- **ASSIGNMENT**:
Would you filter these records and copy every line that has the word "street"?
════════════════════
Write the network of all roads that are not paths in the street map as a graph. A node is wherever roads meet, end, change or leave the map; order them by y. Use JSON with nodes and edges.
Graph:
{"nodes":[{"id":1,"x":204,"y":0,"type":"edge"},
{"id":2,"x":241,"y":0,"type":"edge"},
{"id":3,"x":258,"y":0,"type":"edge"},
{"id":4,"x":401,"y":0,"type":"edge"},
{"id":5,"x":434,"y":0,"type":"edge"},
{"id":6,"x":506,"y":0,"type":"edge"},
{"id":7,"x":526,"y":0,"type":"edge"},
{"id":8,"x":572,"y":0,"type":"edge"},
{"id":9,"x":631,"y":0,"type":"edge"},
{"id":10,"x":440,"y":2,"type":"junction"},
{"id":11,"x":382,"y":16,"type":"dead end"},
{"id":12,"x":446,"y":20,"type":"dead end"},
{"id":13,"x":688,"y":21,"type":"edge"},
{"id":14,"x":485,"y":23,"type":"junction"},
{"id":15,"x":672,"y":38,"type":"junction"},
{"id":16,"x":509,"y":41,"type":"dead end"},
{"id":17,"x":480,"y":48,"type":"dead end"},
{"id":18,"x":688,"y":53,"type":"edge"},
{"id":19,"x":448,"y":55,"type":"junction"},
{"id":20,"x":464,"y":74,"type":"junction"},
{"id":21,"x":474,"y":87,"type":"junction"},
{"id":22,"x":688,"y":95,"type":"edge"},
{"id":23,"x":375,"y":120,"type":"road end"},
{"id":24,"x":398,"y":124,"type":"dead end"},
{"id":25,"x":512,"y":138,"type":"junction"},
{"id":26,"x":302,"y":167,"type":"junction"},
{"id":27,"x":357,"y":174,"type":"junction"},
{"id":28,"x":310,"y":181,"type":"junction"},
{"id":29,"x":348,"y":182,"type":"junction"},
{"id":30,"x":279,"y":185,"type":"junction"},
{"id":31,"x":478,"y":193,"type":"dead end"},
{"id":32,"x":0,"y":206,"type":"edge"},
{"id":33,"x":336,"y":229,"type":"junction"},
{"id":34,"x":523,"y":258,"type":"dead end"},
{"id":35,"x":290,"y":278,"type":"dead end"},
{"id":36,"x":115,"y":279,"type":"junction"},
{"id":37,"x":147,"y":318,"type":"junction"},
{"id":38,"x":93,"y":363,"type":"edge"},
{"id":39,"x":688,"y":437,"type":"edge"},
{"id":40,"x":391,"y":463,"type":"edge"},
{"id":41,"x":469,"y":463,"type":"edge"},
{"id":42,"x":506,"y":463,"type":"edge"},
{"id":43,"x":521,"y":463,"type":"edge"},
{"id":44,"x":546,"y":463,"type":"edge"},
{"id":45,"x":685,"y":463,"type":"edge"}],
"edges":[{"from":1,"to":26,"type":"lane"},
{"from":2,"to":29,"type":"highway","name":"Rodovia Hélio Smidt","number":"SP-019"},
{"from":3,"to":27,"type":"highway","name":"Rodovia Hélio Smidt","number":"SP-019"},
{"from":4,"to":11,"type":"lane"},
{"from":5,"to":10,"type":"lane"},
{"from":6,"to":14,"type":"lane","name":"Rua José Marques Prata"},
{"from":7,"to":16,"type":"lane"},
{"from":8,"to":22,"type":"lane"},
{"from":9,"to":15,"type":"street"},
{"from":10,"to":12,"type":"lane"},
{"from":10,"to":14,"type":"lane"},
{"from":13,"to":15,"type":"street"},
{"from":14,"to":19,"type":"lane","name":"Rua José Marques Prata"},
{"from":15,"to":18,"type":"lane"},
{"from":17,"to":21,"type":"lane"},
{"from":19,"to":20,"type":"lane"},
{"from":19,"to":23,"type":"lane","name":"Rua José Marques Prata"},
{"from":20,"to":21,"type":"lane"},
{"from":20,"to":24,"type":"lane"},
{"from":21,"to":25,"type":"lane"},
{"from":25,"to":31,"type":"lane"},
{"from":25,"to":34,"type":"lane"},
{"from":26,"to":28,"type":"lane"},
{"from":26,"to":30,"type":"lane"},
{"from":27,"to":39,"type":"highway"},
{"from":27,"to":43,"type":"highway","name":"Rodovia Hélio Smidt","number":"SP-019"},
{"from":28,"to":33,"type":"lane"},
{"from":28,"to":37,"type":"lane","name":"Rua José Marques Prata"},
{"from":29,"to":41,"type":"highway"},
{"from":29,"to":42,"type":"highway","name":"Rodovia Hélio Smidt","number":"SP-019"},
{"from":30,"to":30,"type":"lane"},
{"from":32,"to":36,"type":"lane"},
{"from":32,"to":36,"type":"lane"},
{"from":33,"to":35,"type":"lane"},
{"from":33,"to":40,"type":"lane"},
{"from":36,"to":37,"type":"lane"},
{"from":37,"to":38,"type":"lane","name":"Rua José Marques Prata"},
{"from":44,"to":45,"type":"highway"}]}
════════════════════
- **TASK ANSWER**:
Write the network of all roads that are not paths in the street map as a graph. A node is wherever roads meet, end, change or leave the map; order them by y. Use JSON with nodes and edges.
{"from":9,"to":15,"type":"street"},
{"from":13,"to":15,"type":"street"},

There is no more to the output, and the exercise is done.